Thursday, July 3, 2008

Happy Mother's Day

[Notes from Toad Hall, Family Notes - Summer 2008]



This is my teenage mother at her high school graduation. She was still seventeen when I was born later that year, just a girl. . She’s now in her late seventies. I hope she doesn’t mind my saying so. She was with us the last four days, and I tried to get her to watch Juno, the postmodern teen pregnancy movie, to see if she drank a lot of gator-aid and threw up in the flower pots, but she wasn’t so interested.

I love when she comes. It gives her a change and I get to make sure she sleeps through the night without the adrenaline crush of going from dead sleep to heart-stopping hurry (she has to get up several times a night with Dad).

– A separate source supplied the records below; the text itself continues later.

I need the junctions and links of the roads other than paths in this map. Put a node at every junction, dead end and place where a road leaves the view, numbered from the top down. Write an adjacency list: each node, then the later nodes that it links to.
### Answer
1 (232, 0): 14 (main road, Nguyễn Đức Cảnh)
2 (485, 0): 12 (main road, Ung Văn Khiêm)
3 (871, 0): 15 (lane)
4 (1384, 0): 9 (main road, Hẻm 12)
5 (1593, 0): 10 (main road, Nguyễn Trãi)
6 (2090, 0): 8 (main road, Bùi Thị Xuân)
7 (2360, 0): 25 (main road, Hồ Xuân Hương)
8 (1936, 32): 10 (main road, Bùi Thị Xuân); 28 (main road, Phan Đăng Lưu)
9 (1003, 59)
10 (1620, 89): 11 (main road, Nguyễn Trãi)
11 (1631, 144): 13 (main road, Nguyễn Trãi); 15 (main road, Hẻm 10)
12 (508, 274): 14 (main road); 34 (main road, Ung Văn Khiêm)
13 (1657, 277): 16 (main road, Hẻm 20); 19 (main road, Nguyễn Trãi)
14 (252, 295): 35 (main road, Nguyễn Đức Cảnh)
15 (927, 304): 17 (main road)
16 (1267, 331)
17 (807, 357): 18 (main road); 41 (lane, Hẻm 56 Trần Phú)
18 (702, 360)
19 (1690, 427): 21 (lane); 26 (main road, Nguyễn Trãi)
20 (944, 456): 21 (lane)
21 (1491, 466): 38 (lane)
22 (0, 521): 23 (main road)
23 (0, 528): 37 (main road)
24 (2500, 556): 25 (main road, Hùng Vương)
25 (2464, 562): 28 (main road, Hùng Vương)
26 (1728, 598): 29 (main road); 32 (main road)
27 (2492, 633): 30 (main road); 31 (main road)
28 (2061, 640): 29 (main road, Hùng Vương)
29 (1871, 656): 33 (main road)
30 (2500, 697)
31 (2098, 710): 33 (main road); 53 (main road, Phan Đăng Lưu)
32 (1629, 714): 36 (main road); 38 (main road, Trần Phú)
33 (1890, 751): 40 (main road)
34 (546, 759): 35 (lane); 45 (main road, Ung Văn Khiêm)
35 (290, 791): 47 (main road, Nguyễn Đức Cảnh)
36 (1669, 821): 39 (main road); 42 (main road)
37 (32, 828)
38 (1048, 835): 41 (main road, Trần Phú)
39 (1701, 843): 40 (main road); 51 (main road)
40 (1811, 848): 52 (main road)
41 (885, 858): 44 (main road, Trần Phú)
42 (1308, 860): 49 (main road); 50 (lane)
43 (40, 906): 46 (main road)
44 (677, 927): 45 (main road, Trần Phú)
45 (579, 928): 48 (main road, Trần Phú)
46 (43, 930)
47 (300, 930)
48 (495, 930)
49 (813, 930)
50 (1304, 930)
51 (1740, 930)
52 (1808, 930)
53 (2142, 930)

The past seven years her work has been taking care of him since a stroke paralyzed his left side and took away speech. But he can feed himself and think, but he’s mostly trapped inside himself. Mom has help, I have two brothers and a sister who live near. That’s so good. But her margin is narrowing and the time between needing a break grows shorter.

When she got on the plane, heading home yesterday afternoon, she was planning to stop at the supermarket, drive the remaining thirty-six miles to her house, make supper, and about 8:30 when they’re done working, two young women will show up for a weekly Bible study with her even though she lives seventeen miles from town. After, they eat a late supper together. They’re both single, one divorced, the other engaged. I said, why don’t you cancel this week? Give yourself a break, once. But she said no, the previous week she’d been sick and they really miss it. She also mentioned they usually stay until midnight or later. (If someone stays that late with me – I yawn repeatedly and start shutting out the lights.)

Although it’s obvious I have some ways to go, she taught me the Bible, too. And how to make pie crust, and take chances. Neither of us like sticky, sweet, sentimental cards unless it’s from someone under the age of ten or your own kid. So, Happy Mother’s Day, Mom. I love you.